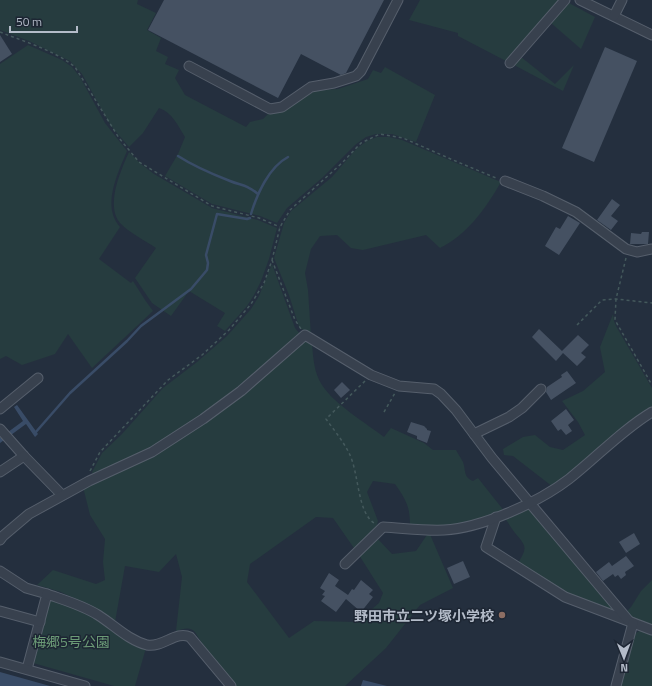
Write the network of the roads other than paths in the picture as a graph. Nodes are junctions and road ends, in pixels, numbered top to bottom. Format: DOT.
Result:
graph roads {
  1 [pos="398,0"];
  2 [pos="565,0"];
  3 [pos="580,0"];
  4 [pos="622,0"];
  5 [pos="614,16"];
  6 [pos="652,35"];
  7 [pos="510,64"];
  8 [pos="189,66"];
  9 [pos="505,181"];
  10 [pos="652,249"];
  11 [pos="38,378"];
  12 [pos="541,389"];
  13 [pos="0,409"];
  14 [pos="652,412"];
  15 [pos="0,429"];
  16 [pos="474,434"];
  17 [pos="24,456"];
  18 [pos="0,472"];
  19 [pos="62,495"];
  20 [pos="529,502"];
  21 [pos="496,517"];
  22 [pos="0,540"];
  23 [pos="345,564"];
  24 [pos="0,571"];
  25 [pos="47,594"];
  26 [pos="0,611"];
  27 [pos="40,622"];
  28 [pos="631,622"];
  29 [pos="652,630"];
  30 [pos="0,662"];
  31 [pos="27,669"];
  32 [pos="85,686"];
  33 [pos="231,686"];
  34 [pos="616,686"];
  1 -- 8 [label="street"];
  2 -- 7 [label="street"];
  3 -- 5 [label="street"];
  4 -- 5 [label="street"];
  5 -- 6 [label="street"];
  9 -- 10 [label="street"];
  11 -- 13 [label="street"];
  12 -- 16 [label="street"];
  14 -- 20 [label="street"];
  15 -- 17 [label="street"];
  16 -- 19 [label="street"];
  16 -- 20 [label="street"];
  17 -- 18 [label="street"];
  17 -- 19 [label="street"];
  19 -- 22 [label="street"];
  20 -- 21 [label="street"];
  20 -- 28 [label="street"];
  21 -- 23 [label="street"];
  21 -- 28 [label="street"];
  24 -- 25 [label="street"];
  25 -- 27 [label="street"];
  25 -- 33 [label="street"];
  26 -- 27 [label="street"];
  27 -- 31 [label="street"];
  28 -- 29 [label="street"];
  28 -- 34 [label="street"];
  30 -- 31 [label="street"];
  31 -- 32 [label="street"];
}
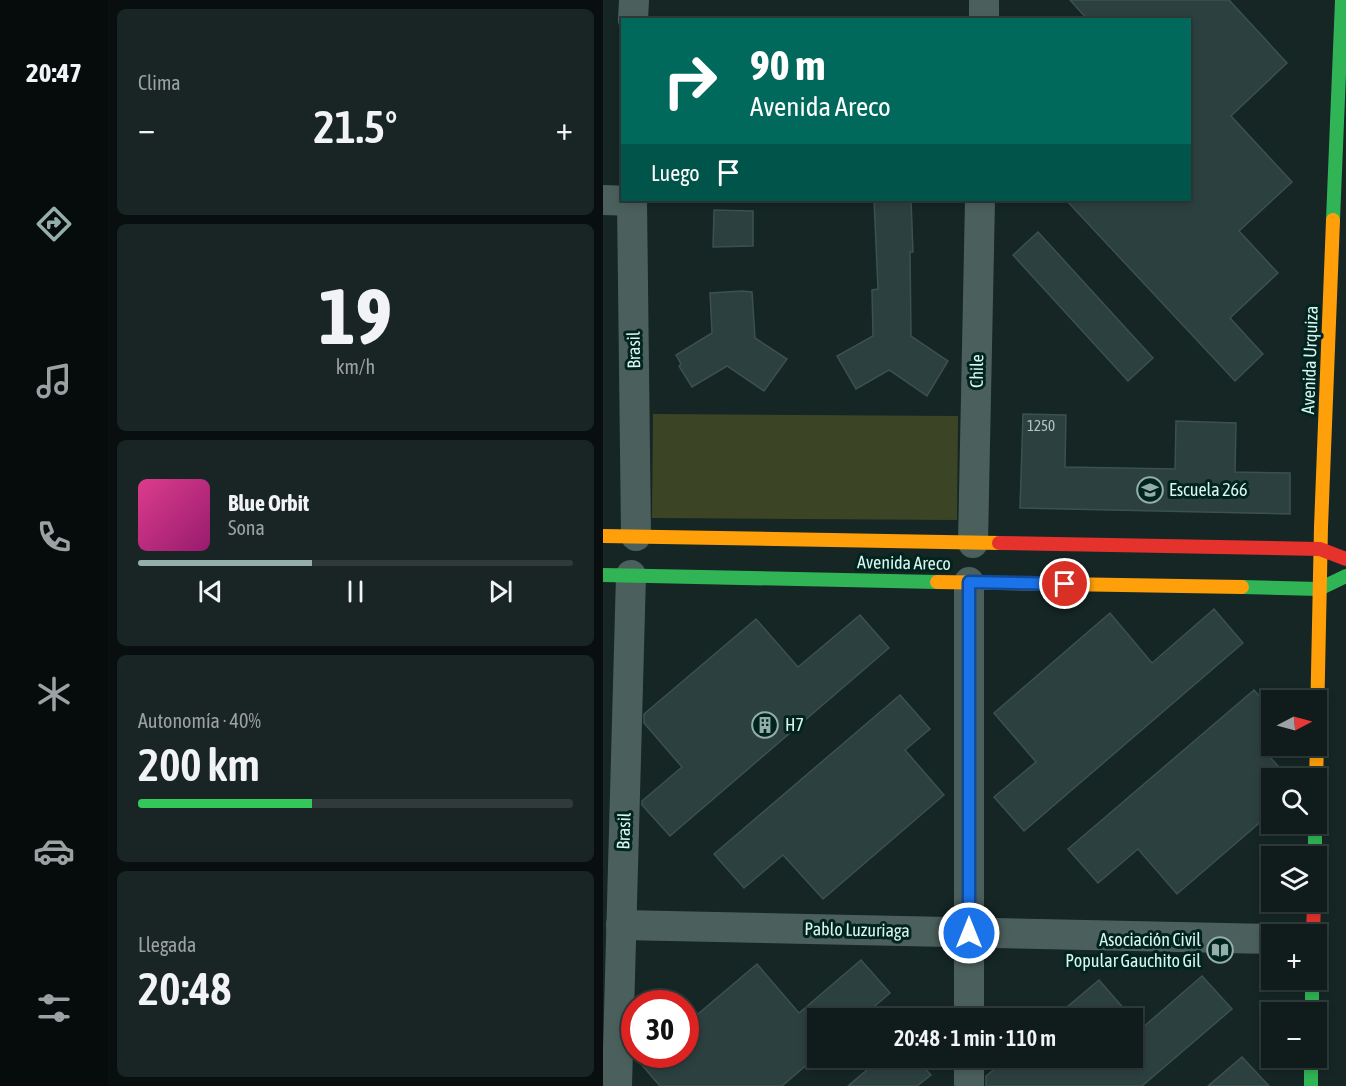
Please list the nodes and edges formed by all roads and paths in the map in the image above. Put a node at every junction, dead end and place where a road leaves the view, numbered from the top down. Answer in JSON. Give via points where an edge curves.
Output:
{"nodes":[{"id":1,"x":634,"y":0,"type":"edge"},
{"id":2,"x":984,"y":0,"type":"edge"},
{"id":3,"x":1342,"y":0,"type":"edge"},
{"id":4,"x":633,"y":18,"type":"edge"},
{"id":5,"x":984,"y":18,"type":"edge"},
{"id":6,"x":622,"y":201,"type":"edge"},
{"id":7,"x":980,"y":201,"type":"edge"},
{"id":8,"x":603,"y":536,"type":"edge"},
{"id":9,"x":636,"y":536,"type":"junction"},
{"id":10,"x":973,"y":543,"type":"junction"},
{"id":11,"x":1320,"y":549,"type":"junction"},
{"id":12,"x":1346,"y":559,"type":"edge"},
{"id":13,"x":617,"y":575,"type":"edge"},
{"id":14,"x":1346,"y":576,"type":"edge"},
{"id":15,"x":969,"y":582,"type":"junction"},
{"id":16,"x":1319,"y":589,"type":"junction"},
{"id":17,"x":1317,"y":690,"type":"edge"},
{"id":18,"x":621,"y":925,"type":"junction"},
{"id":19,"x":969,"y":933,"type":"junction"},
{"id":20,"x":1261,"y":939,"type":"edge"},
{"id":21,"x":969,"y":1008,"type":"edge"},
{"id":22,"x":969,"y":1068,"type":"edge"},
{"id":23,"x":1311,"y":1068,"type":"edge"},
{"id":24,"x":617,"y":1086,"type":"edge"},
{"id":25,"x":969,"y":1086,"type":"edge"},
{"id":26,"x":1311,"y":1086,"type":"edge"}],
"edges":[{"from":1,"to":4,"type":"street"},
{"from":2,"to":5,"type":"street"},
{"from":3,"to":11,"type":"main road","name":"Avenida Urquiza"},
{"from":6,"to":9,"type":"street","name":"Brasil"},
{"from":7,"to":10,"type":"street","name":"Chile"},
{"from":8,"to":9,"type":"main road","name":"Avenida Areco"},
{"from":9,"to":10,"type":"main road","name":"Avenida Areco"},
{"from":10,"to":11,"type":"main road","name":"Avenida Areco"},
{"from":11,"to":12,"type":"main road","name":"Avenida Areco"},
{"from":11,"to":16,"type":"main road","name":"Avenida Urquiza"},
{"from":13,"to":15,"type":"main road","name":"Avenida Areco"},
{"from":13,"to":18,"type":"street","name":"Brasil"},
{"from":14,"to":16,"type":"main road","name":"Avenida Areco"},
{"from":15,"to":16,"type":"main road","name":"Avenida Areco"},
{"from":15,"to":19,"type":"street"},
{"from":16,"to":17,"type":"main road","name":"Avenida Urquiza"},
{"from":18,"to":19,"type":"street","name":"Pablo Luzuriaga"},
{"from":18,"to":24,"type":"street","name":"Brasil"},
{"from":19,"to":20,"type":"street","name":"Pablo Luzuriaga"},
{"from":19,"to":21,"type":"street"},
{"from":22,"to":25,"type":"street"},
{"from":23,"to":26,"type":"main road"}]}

▶ **WHAT IS NEEDED**
Provide only the number of lines in the records containing the string "graph".

▶ **SOLUTION TO THIS PROBLEM**
2